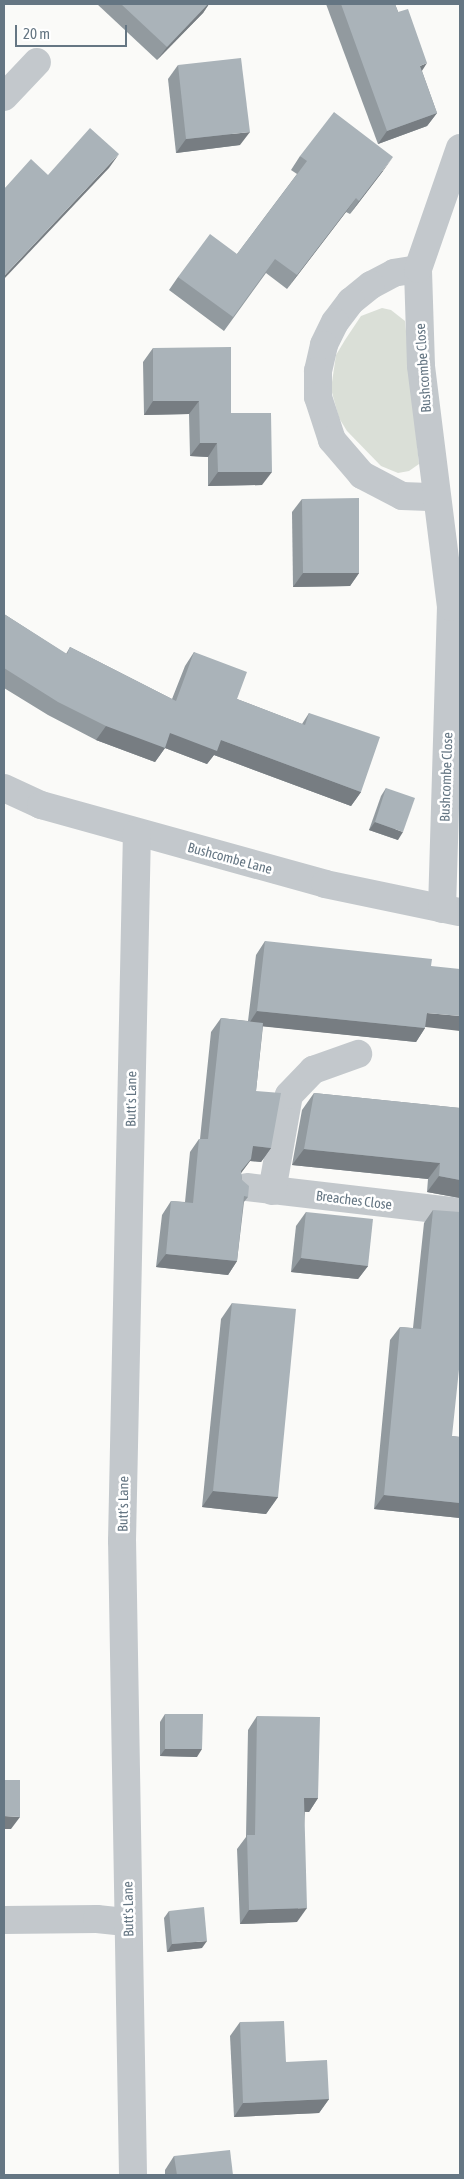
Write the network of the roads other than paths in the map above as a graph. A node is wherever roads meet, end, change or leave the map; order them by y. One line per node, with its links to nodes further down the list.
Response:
1 (36, 62): 2 (street)
2 (4, 97)
3 (460, 148): 4 (street, Bushcombe Close)
4 (418, 269): 5 (street, Bushcombe Close); 5 (street)
5 (436, 496): 8 (street, Bushcombe Close)
6 (4, 788): 7 (street, Bushcombe Lane)
7 (137, 833): 8 (street, Bushcombe Lane); 12 (street, Butt's Lane)
8 (451, 911)
9 (358, 1054): 10 (street, Breaches Close)
10 (460, 1212)
11 (4, 1920): 12 (street)
12 (128, 1922): 13 (street, Butt's Lane)
13 (133, 2175)

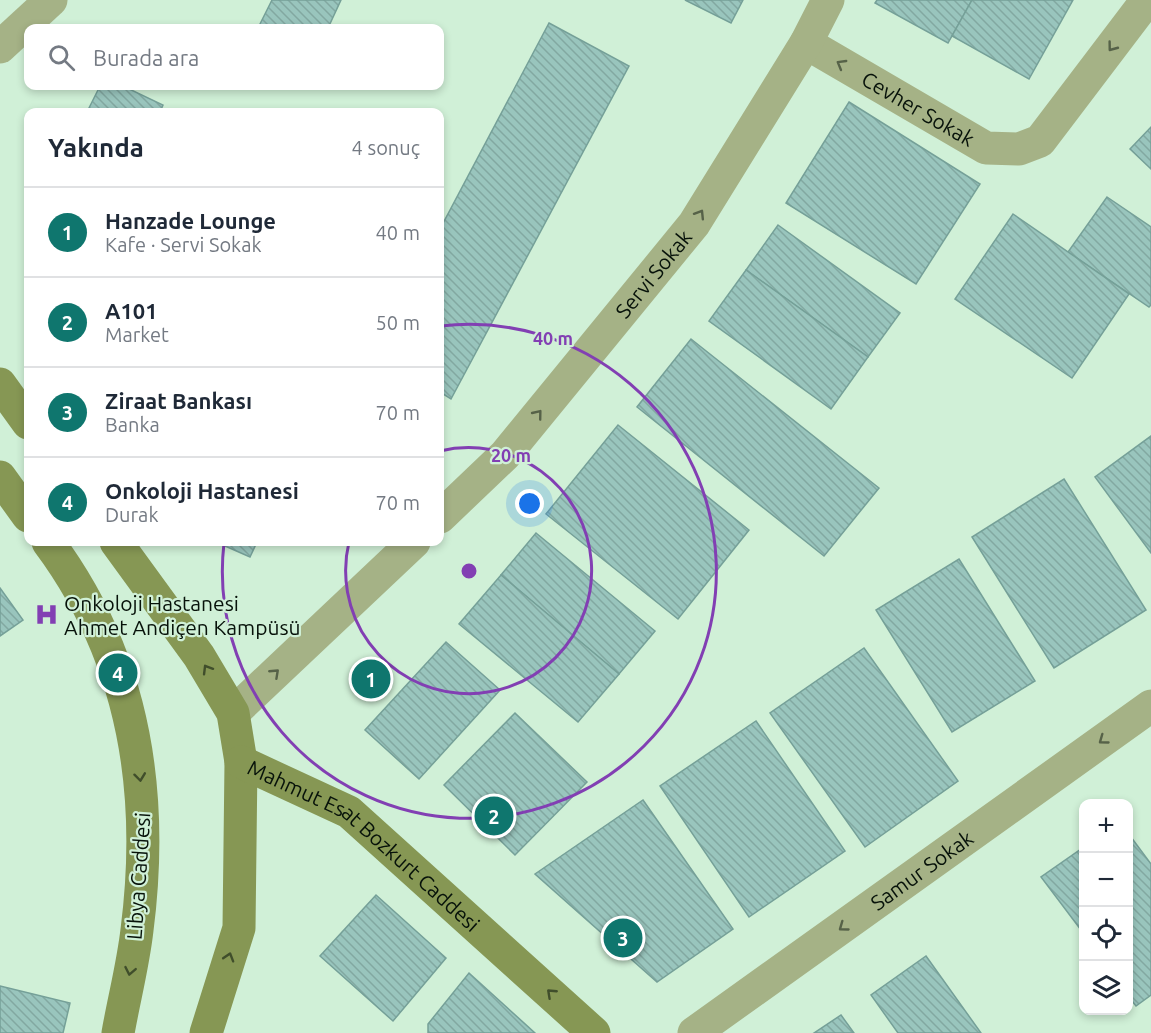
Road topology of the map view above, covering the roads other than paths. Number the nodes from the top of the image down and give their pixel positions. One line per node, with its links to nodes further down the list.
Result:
1 (51, 0): 4 (street)
2 (828, 0): 6 (street, Servi Sokak)
3 (1148, 0): 6 (street, Cevher Sokak, one-way to 6)
4 (25, 24)
5 (24, 25): 7 (street)
6 (806, 43): 12 (street, Servi Sokak, one-way to 6)
7 (0, 47)
8 (0, 384): 9 (main road)
9 (24, 417)
10 (0, 477): 11 (main road)
11 (24, 510)
12 (444, 513)
13 (51, 546): 20 (main road, Libya Caddesi, one-way to 20)
14 (119, 546): 17 (main road, Mahmut Esat Bozkurt Caddesi, one-way to 14)
15 (410, 546): 17 (street, one-way to 15)
16 (1151, 706): 24 (street, Samur Sokak, one-way to 24)
17 (233, 713): 18 (main road, Mahmut Esat Bozkurt Caddesi)
18 (241, 762): 19 (main road, one-way to 18); 23 (main road, Mahmut Esat Bozkurt Caddesi, one-way to 18)
19 (219, 991): 21 (main road); 22 (main road)
20 (118, 1033)
21 (206, 1033)
22 (227, 1033)
23 (594, 1033)
24 (694, 1033)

-------

- [The problem]: When you give the entries again, keep them exact and omit any picture they contain.

- [Problem solution]:
Write the network of the roads other than paths in the map above as a graph. A node is wherever roads meet, end, change or leave the map; order them by y. One line per node, with its links to nodes further down the list.
Response:
1 (36, 62): 2 (street)
2 (4, 97)
3 (460, 148): 4 (street, Bushcombe Close)
4 (418, 269): 5 (street, Bushcombe Close); 5 (street)
5 (436, 496): 8 (street, Bushcombe Close)
6 (4, 788): 7 (street, Bushcombe Lane)
7 (137, 833): 8 (street, Bushcombe Lane); 12 (street, Butt's Lane)
8 (451, 911)
9 (358, 1054): 10 (street, Breaches Close)
10 (460, 1212)
11 (4, 1920): 12 (street)
12 (128, 1922): 13 (street, Butt's Lane)
13 (133, 2175)

Road topology of the map view above, covering the roads other than paths. Number the nodes from the top of the image down and give their pixel positions. One line per node, with its links to nodes further down the list.
Result:
1 (51, 0): 4 (street)
2 (828, 0): 6 (street, Servi Sokak)
3 (1148, 0): 6 (street, Cevher Sokak, one-way to 6)
4 (25, 24)
5 (24, 25): 7 (street)
6 (806, 43): 12 (street, Servi Sokak, one-way to 6)
7 (0, 47)
8 (0, 384): 9 (main road)
9 (24, 417)
10 (0, 477): 11 (main road)
11 (24, 510)
12 (444, 513)
13 (51, 546): 20 (main road, Libya Caddesi, one-way to 20)
14 (119, 546): 17 (main road, Mahmut Esat Bozkurt Caddesi, one-way to 14)
15 (410, 546): 17 (street, one-way to 15)
16 (1151, 706): 24 (street, Samur Sokak, one-way to 24)
17 (233, 713): 18 (main road, Mahmut Esat Bozkurt Caddesi)
18 (241, 762): 19 (main road, one-way to 18); 23 (main road, Mahmut Esat Bozkurt Caddesi, one-way to 18)
19 (219, 991): 21 (main road); 22 (main road)
20 (118, 1033)
21 (206, 1033)
22 (227, 1033)
23 (594, 1033)
24 (694, 1033)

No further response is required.